What is needed – Determine how many lines in the records below include the word "WOOD" and output that number alone.

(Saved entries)
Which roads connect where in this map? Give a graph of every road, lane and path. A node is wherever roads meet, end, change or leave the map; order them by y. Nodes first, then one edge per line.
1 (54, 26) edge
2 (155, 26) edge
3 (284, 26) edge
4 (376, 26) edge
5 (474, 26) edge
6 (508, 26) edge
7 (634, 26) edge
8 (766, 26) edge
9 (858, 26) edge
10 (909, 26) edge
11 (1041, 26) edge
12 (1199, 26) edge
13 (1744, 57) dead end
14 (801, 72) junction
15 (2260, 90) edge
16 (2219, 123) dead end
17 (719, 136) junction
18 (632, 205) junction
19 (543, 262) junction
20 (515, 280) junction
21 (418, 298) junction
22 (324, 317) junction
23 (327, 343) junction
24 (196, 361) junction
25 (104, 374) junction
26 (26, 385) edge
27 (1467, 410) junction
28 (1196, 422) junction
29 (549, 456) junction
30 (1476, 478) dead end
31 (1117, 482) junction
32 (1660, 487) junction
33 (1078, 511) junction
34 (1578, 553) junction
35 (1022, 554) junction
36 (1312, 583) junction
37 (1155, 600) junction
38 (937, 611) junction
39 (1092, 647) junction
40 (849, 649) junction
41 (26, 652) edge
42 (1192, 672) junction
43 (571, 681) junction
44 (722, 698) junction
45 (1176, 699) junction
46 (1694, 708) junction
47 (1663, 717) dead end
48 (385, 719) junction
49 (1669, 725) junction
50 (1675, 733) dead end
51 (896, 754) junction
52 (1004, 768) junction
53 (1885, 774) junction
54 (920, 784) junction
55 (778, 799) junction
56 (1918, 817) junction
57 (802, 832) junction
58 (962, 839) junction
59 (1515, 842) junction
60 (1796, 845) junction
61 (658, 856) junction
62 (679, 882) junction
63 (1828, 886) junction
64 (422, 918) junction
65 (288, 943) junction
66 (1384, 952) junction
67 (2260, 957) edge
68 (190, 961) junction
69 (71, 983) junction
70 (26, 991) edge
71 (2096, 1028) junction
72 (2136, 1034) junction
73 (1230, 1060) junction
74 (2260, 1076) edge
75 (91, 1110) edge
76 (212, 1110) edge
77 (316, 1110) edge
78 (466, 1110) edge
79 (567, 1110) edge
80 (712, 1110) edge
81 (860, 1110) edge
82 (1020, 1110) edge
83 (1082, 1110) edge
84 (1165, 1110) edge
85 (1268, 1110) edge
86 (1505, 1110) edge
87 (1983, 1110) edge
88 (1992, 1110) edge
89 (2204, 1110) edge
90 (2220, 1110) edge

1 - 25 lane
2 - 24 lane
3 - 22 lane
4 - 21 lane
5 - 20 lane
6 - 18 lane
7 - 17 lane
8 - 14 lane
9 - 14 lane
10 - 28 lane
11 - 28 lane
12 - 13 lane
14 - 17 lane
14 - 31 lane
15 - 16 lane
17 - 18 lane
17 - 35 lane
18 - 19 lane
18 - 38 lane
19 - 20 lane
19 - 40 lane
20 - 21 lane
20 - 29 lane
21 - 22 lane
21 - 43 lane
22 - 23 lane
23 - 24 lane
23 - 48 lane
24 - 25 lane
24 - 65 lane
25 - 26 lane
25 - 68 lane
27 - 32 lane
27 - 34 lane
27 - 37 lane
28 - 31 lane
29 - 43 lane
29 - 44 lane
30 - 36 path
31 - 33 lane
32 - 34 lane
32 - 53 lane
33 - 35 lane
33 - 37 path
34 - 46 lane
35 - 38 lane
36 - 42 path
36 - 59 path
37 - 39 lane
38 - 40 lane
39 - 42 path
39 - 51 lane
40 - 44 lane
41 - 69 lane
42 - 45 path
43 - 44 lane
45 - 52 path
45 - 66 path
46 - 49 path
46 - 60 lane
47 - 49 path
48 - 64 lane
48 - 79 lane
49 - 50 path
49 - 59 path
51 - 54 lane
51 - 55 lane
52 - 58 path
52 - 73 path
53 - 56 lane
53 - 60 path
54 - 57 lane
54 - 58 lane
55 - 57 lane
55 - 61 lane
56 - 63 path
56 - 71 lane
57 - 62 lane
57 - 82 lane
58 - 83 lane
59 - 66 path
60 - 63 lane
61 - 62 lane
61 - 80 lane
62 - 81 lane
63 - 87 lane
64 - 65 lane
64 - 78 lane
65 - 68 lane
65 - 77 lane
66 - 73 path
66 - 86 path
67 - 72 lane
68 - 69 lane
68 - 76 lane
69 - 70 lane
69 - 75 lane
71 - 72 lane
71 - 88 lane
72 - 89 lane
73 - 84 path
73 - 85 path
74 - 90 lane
---
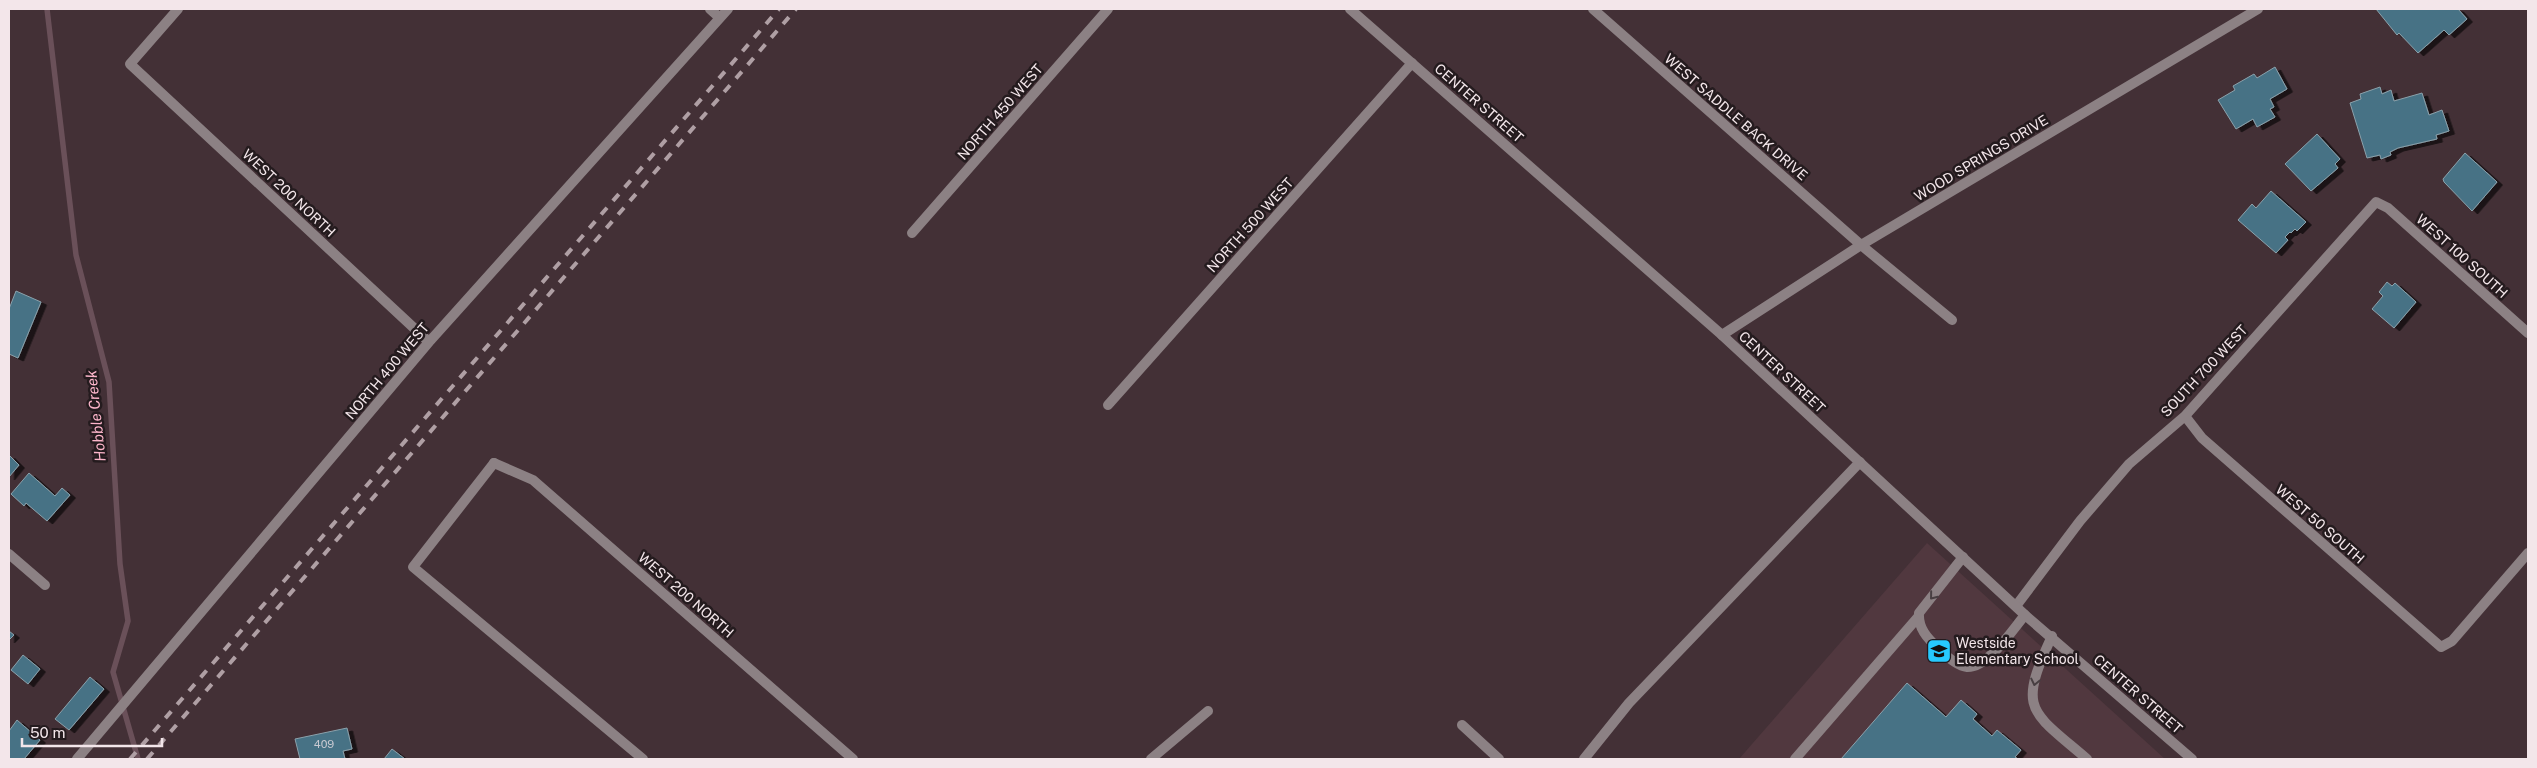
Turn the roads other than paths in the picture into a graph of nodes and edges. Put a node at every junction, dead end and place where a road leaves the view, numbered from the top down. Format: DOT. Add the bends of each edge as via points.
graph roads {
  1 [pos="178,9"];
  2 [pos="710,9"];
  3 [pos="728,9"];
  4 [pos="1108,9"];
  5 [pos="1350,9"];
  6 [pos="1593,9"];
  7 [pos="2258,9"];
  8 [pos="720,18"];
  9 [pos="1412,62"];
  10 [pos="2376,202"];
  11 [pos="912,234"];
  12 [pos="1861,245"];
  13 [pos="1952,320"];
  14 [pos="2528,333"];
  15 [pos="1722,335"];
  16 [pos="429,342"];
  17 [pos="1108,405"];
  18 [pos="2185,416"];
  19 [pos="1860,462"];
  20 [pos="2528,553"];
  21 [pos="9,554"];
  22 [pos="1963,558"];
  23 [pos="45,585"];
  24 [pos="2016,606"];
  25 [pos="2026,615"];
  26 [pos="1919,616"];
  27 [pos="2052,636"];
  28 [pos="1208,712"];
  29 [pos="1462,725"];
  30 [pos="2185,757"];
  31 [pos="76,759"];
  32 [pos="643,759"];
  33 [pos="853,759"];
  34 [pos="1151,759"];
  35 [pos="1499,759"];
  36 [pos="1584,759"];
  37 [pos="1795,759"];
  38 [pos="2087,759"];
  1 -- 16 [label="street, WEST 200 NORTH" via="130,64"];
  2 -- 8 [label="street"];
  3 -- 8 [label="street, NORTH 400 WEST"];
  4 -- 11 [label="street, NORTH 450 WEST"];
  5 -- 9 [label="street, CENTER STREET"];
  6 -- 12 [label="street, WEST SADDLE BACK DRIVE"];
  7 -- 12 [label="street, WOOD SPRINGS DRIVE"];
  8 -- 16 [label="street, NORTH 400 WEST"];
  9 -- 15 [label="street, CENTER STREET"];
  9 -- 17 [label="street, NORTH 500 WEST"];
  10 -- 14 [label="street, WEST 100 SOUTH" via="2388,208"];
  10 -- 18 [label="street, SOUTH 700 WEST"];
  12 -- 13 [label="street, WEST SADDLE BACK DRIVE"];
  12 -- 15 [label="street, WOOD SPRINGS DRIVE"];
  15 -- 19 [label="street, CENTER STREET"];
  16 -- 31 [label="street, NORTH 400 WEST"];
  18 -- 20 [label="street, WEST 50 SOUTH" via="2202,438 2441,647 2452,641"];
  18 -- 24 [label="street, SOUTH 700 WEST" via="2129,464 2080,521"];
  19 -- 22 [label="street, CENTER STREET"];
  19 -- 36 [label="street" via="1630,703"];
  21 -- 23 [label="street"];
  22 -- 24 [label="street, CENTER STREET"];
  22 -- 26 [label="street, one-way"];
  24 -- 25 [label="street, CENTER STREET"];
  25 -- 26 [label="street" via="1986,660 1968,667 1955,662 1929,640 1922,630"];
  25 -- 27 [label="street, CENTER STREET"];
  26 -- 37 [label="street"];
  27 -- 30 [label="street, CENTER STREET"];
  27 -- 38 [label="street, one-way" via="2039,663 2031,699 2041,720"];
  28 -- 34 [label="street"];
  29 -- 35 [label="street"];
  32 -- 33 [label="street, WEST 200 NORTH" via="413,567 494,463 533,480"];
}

Answer space – 2